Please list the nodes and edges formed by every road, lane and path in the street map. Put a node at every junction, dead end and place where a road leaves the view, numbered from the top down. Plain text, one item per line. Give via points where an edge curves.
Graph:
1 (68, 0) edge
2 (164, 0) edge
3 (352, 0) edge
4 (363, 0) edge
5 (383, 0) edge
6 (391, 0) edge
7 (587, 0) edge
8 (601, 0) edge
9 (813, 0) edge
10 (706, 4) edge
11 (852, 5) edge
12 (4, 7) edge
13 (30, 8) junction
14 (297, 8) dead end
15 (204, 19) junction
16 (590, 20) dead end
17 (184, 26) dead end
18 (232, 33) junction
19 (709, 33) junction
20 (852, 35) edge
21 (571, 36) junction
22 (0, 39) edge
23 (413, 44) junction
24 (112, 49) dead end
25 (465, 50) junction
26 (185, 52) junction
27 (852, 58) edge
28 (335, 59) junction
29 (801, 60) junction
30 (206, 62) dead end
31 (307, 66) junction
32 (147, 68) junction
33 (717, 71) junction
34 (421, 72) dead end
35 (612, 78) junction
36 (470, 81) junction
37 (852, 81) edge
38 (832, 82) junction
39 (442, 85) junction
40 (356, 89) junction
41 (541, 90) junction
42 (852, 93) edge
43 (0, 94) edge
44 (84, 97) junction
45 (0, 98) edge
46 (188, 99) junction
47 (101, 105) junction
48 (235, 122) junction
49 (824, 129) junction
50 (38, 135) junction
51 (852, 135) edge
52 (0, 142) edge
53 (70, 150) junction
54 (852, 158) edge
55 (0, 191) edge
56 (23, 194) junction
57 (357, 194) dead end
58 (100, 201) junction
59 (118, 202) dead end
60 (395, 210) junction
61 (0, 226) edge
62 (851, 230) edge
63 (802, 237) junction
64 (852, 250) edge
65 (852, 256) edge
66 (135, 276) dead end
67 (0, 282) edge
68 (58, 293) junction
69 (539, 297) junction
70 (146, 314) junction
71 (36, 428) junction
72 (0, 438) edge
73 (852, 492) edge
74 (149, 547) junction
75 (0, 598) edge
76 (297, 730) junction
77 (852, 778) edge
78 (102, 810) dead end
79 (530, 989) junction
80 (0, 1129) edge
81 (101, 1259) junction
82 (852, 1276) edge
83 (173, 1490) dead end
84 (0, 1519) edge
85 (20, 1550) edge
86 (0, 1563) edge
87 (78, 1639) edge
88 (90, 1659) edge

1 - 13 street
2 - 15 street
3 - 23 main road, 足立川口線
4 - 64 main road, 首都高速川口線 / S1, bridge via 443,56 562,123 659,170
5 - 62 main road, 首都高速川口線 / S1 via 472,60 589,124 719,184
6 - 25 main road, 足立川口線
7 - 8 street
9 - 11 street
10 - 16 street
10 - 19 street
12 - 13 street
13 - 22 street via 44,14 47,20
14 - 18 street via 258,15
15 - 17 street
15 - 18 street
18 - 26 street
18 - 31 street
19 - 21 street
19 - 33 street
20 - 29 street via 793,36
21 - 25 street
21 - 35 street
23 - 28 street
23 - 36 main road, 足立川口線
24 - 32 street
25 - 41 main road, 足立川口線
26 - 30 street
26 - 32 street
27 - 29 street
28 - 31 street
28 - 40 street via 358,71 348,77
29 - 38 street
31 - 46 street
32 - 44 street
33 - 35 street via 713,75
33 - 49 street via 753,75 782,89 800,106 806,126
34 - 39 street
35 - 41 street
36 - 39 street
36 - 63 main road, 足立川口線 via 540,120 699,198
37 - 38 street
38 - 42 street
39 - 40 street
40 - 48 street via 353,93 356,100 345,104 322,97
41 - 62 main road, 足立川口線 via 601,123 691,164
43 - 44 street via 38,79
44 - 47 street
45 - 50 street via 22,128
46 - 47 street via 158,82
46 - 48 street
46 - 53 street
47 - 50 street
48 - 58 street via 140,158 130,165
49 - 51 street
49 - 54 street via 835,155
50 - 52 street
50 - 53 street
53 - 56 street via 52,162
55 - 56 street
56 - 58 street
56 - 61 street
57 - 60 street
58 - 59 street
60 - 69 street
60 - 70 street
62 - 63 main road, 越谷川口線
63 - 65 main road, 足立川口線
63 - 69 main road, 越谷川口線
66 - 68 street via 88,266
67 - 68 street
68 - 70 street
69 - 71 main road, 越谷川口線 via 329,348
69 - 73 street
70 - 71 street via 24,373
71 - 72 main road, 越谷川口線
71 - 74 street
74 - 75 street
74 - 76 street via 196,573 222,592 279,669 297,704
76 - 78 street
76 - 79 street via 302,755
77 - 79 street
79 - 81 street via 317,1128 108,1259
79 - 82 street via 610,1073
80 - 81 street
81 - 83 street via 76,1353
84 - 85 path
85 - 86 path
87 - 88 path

Task requirements :: If a line in the material above holds "dead", copy it.

Output ::
Please list the nodes and edges formed by every road, lane and path in the street map. Put a node at every junction, dead end and place where a road leaves the view, numbered from the top down. Plain text, one item per line. Give via points where an edge curves.
14 (297, 8) dead end
16 (590, 20) dead end
17 (184, 26) dead end
24 (112, 49) dead end
30 (206, 62) dead end
34 (421, 72) dead end
57 (357, 194) dead end
59 (118, 202) dead end
66 (135, 276) dead end
78 (102, 810) dead end
83 (173, 1490) dead end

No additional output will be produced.